Observability in Practice
After years of helping developers monitor and debug their production systems, we couldn’t help but notice a pattern across many of them: they roughly know that metrics and traces should help them get the answers they need, but they are unfamiliar with how metrics and traces work, and how they fit into the bigger observability world.
This post is an introduction to how we see observability in practice, and a loose roadmap for exploring observability concepts in the posts to come. We are not going to dive deep into any specifics here, but rather give you an overview of the landscape so that you are not lost the next time people are talking about observability.
Welcome aboard and we hope you enjoy it!
A Word on Prior Works
Before we go anywhere, it seems logical to start with a definition of observability. We found a lot of content out there trying to define what observability is (and what it isn’t). Throughout our reading, we noticed a few topics coming up over and over again:
- Wikipedia’s definition of observability and its origin in control theory
- The three pillars of observability: logs, metrics, and traces
- The “unknown unknowns”
- Comparisons of observability vs monitoring (spoiler: monitoring loses. Every. Single. Time.)

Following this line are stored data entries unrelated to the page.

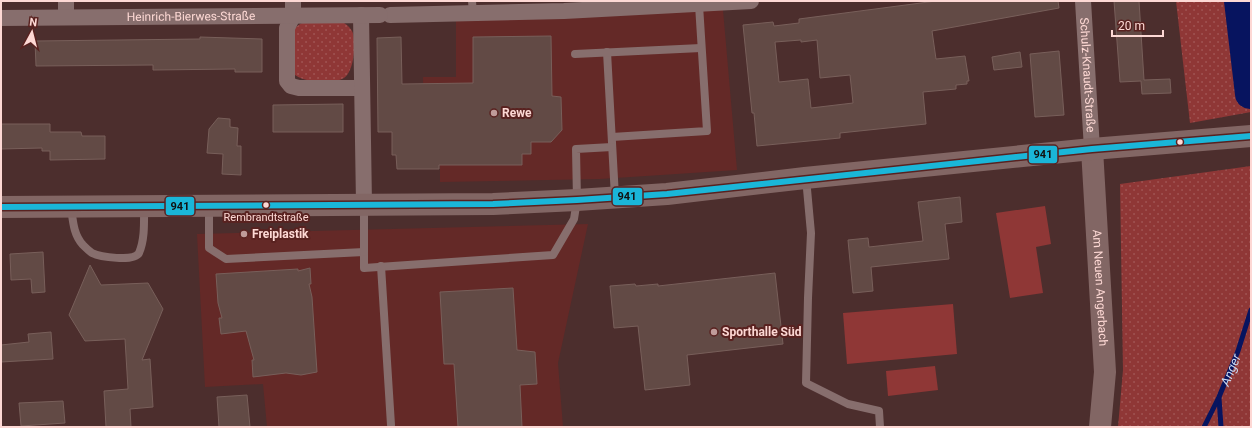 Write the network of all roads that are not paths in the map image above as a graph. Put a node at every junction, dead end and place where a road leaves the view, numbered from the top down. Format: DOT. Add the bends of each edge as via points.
graph roads {
  1 [pos="751,1"];
  2 [pos="1083,1"];
  3 [pos="699,5"];
  4 [pos="472,7"];
  5 [pos="66,9"];
  6 [pos="293,9"];
  7 [pos="361,15"];
  8 [pos="1,18"];
  9 [pos="701,48"];
  10 [pos="607,52"];
  11 [pos="575,54"];
  12 [pos="362,88"];
  13 [pos="1251,136"];
  14 [pos="612,137"];
  15 [pos="612,147"];
  16 [pos="1092,149"];
  17 [pos="805,178"];
  18 [pos="615,197"];
  19 [pos="576,200"];
  20 [pos="364,204"];
  21 [pos="209,205"];
  22 [pos="71,206"];
  23 [pos="144,206"];
  24 [pos="1,207"];
  25 [pos="364,252"];
  26 [pos="381,266"];
  27 [pos="391,425"];
  28 [pos="880,427"];
  29 [pos="1100,427"];
  1 -- 3 [label="street, Heinrich-Bierwes-Straße"];
  2 -- 16 [label="street, Schulz-Knaudt-Straße"];
  3 -- 4 [label="street, Heinrich-Bierwes-Straße"];
  3 -- 9 [label="lane"];
  4 -- 7 [label="street, Heinrich-Bierwes-Straße"];
  5 -- 6 [label="street, Heinrich-Bierwes-Straße"];
  5 -- 8 [label="street, Heinrich-Bierwes-Straße"];
  6 -- 7 [label="street, Heinrich-Bierwes-Straße"];
  6 -- 12 [label="street" via="287,28 287,81 291,86"];
  7 -- 12 [label="street"];
  9 -- 10 [label="lane"];
  9 -- 14 [label="lane" via="707,131"];
  10 -- 11 [label="lane"];
  10 -- 14 [label="lane"];
  12 -- 20 [label="street"];
  13 -- 16 [label="main road"];
  14 -- 15 [label="lane"];
  15 -- 18 [label="lane"];
  15 -- 19 [label="lane" via="576,149"];
  16 -- 17 [label="main road"];
  16 -- 29 [label="main road, Am Neuen Angerbach" via="1105,372"];
  17 -- 18 [label="main road" via="667,194"];
  17 -- 28 [label="lane" via="812,233 806,383 848,404 879,411"];
  18 -- 19 [label="main road"];
  19 -- 20 [label="main road" via="493,204"];
  19 -- 26 [label="lane" via="574,219 553,255"];
  20 -- 21 [label="main road"];
  20 -- 25 [label="lane"];
  21 -- 23 [label="main road"];
  21 -- 25 [label="lane" via="209,248 226,258"];
  22 -- 23 [label="main road"];
  22 -- 23 [label="lane" via="75,233 82,244 92,253 125,259 135,257 139,253 144,232"];
  22 -- 24 [label="main road"];
  25 -- 26 [label="lane" via="364,268"];
  26 -- 27 [label="lane"];
} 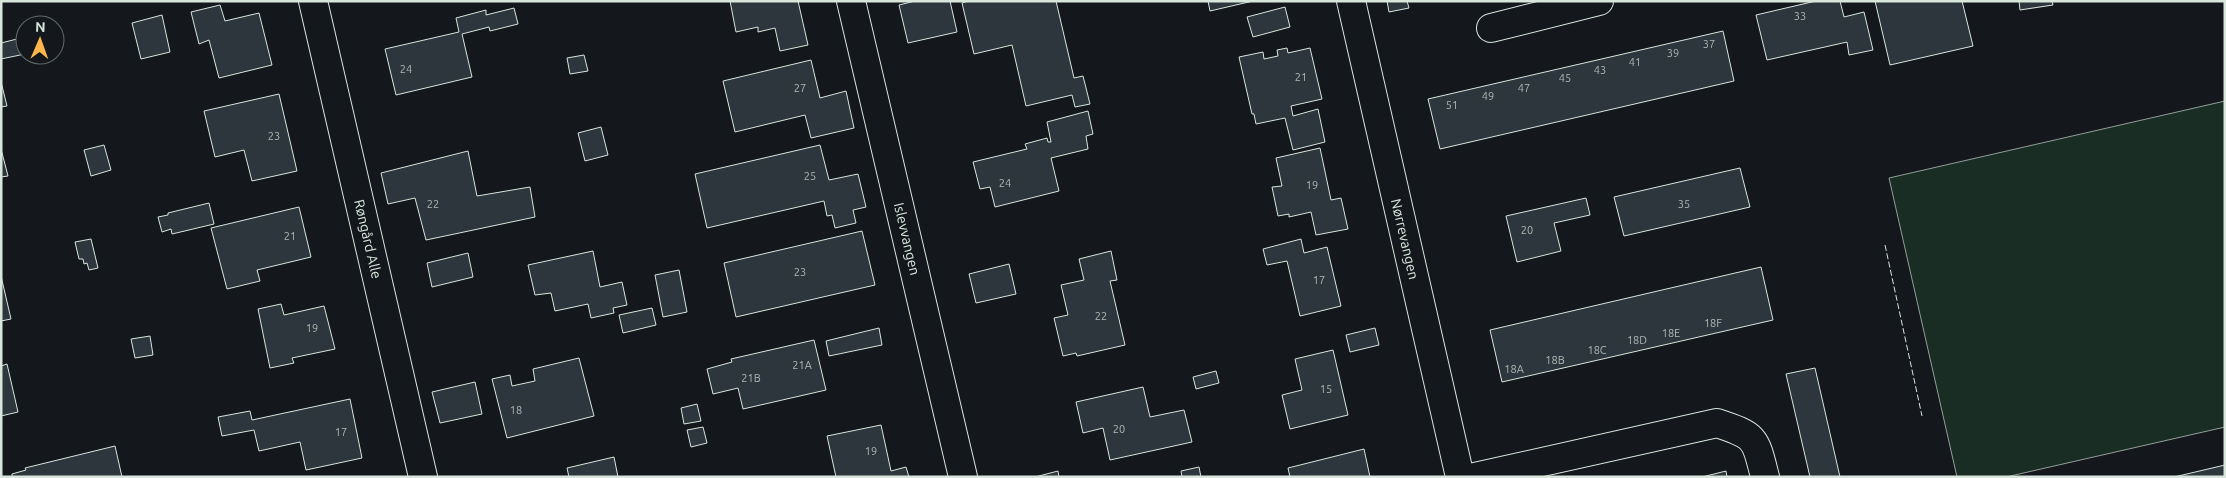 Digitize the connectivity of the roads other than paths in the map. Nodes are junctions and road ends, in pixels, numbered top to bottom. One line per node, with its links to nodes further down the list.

It is mostly interesting and useful content (often covered with “we are observability too” fluff, of course). Still, seeing the way some articles are comparing observability versus monitoring triggered us a little bit.

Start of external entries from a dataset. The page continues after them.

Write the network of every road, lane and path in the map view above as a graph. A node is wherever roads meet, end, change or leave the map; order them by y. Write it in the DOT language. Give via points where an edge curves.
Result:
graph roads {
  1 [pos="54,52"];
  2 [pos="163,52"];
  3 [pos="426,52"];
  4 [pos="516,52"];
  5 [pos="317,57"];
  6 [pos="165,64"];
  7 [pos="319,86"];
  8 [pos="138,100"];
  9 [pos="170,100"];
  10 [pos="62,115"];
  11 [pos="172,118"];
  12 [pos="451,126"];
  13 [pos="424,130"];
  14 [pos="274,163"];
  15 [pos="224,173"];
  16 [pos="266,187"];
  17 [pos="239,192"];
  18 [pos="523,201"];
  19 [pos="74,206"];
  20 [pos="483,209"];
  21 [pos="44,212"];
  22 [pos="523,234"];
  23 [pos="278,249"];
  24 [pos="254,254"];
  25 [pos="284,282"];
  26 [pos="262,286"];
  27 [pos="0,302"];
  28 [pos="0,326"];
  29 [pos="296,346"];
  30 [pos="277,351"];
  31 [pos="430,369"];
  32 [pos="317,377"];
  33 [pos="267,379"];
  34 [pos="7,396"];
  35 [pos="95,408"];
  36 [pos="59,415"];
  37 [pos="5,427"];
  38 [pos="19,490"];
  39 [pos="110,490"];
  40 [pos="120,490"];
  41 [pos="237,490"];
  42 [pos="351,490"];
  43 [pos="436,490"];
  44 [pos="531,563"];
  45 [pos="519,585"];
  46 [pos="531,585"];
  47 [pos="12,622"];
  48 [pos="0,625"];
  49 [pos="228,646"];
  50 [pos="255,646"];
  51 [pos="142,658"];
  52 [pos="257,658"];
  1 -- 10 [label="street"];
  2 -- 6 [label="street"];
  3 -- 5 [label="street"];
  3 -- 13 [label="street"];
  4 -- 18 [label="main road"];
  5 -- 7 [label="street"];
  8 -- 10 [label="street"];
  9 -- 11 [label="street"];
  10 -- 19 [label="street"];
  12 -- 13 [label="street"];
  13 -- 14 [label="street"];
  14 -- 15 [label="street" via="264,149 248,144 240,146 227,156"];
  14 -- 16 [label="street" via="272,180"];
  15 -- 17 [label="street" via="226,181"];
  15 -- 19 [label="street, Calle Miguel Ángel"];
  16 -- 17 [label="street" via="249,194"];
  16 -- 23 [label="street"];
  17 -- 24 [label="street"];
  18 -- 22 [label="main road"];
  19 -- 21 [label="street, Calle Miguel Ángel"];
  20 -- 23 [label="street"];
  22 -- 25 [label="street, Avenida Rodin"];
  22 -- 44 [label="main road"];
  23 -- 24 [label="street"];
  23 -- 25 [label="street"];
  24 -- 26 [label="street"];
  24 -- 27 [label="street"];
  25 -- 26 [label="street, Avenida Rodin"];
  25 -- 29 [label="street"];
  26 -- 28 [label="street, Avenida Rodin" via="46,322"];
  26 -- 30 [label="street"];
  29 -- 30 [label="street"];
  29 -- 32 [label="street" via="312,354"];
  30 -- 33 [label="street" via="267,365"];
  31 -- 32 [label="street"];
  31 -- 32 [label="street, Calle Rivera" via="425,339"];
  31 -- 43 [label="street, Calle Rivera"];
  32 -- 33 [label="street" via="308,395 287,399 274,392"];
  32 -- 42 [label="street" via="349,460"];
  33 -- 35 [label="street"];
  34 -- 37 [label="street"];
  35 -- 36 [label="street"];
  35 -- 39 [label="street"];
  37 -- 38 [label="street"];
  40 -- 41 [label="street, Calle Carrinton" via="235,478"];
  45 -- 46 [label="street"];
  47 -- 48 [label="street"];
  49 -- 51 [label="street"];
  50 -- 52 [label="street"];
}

It feels like observability is being portrayed as a new shiny kind of tool that came to replace monitoring, almost as if monitoring was a bad thing of the past that we need to get rid of.
We couldn’t disagree more. In fact, we see monitoring as one of the three jobs to be done by any observability platform!
Now, this is not the time and place to rant (even more) about the difference in opinions and definitions (you can hit me up via @ivantopo for that :D). For now, let’s avoid coming up with yet another definition of observability and show you how observability looks like in practice. Later on, you can pick whatever definition makes sense for you.
The Observability Jobs to be Done
When talking about real world systems running in production, there are three jobs that any observability platform must help you get done:
- Confirm that your systems are running as expected (monitoring)
- Find the cause of undesired behavior (debugging)
- Gather the data that allows you to do monitoring and debugging in the first place (instrumentation)
In our world view, anything that helps you instrument, monitor, and debug production systems falls under the umbrella of observability. Starting with log lines that tell whether a request succeeded or failed, and all the way up to distributed traces and AI-powered insights. If it helps you understand your systems’ state and behavior, it is part of our observability world.
Let’s unpack these three jobs with a quick example:
Imagine a system where the only definition of “good” behavior is that all requests are processed in less than one second. How do instrumentation, monitoring, and debugging look like in that system?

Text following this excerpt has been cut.